BEGIN RAW DATA

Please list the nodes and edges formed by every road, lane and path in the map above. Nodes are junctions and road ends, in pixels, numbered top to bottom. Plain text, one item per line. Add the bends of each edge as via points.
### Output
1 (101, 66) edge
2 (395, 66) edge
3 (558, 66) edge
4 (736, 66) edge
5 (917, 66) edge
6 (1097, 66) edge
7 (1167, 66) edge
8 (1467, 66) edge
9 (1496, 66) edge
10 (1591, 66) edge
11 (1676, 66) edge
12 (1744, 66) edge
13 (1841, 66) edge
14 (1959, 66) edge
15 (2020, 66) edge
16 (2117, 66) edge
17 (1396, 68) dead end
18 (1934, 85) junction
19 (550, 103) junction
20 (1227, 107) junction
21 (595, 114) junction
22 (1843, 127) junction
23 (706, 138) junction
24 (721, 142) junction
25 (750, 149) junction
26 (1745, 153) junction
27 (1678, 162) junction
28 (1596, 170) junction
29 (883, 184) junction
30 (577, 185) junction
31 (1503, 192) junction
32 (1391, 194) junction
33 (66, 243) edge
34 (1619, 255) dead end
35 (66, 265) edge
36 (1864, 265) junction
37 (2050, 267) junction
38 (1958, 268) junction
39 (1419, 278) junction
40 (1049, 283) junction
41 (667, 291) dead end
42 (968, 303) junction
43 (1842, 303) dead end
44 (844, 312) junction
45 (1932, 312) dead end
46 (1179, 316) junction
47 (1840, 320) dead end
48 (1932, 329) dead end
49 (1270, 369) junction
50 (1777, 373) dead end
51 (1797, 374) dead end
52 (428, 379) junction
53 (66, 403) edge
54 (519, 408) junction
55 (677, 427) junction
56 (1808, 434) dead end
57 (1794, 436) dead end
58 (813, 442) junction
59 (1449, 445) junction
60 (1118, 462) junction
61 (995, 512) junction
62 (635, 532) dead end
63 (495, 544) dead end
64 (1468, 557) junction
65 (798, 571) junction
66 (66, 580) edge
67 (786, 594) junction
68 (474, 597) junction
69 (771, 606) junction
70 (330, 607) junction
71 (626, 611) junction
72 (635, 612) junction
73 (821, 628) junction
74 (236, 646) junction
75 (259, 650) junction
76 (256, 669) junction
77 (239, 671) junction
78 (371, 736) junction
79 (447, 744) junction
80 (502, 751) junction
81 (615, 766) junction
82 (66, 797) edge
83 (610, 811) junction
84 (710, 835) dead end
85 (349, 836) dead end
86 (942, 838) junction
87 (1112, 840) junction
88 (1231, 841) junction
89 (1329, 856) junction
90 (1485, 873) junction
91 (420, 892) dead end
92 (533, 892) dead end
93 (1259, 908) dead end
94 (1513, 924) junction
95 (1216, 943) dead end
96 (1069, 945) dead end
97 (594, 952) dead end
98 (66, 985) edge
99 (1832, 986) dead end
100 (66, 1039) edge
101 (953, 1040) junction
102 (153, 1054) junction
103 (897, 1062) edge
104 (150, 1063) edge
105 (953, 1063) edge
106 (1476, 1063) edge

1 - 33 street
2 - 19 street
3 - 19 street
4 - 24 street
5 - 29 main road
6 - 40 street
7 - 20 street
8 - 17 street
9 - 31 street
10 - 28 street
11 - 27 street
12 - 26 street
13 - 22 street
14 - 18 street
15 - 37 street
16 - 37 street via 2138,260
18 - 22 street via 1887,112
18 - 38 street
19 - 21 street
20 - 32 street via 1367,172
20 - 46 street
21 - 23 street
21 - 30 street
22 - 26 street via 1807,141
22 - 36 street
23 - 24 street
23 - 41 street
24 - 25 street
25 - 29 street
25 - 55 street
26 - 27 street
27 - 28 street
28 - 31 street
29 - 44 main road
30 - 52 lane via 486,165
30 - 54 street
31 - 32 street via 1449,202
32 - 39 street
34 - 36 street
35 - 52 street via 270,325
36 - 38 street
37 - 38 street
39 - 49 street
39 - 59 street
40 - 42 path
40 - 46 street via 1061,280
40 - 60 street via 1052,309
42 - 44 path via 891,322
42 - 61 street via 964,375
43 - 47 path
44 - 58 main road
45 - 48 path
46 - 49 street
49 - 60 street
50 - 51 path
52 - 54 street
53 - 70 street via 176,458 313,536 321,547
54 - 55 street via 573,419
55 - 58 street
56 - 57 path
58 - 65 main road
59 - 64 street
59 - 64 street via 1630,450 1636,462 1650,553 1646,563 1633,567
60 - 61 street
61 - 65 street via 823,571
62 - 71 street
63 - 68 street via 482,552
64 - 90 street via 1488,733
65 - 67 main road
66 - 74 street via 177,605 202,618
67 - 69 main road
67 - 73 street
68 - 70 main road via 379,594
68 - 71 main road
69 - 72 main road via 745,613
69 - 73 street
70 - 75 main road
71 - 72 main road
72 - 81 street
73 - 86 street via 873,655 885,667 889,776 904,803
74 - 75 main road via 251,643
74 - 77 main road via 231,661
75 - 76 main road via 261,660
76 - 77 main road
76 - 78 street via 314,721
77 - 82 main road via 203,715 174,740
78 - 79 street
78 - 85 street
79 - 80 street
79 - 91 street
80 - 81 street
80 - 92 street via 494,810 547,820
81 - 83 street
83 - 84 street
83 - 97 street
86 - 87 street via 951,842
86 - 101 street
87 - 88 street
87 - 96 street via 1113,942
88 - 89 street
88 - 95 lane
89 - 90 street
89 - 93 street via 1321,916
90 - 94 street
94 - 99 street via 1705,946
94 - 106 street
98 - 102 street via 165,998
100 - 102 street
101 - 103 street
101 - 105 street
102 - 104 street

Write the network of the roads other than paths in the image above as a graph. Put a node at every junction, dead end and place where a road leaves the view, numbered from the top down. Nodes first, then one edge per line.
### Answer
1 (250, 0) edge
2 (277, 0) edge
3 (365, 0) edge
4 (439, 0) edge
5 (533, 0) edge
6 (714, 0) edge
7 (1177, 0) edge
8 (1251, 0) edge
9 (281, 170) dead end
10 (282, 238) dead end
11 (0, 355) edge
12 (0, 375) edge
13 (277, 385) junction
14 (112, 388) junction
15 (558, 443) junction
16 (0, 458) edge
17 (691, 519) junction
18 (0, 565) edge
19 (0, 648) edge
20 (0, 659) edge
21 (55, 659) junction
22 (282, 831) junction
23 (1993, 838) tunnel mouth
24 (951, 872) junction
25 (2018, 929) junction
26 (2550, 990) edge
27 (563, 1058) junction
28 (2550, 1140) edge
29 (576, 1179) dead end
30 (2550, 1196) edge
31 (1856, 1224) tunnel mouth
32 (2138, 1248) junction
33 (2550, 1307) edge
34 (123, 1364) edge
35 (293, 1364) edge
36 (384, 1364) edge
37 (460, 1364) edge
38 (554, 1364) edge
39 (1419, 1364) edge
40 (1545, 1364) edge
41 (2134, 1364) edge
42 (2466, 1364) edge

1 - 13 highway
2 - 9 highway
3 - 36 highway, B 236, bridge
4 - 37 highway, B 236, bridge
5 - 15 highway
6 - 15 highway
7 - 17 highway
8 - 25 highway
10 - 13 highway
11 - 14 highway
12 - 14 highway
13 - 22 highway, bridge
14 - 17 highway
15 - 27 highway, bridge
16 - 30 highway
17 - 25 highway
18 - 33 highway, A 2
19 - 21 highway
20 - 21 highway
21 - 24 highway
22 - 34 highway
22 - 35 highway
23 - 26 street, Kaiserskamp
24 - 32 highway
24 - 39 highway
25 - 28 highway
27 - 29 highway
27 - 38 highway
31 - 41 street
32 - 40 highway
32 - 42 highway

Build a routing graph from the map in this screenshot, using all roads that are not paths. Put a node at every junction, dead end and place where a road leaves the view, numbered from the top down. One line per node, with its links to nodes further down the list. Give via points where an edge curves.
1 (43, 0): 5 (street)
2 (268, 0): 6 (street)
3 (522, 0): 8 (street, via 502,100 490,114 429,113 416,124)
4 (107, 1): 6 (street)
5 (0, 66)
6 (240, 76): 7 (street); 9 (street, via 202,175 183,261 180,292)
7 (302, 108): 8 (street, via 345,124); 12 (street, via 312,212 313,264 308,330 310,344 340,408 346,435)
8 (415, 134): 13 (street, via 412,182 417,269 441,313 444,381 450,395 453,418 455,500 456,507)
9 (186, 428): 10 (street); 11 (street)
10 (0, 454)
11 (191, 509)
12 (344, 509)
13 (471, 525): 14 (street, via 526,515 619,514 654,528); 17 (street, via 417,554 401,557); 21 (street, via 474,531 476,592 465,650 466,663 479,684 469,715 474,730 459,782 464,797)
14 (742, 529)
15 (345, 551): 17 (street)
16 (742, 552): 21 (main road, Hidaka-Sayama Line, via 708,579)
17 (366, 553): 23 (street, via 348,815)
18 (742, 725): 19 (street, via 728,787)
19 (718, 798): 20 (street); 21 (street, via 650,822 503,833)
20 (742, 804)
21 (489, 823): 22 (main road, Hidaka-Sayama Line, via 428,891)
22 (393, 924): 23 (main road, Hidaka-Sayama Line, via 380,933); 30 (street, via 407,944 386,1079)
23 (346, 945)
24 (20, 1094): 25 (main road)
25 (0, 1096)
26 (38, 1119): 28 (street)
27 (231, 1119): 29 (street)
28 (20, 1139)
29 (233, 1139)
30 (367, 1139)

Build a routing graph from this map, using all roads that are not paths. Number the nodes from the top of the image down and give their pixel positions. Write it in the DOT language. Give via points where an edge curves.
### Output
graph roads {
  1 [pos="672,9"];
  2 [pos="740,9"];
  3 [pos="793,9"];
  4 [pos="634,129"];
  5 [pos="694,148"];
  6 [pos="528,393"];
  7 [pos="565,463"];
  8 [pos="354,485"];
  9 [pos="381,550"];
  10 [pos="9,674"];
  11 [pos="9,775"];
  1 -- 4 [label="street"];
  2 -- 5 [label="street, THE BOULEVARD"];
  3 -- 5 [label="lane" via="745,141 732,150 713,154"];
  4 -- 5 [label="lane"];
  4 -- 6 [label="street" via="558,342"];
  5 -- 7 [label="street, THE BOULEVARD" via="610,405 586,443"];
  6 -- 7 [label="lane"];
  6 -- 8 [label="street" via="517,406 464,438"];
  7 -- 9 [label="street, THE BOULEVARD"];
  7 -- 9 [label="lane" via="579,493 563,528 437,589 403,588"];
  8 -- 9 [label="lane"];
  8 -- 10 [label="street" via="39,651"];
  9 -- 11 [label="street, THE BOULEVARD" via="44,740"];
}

END RAW DATA

__TASK TO CARRY OUT__. The answer is a number alone: how many lines of the data contain the string "lane"?

__SOLUTION FOR THIS TASK__. 8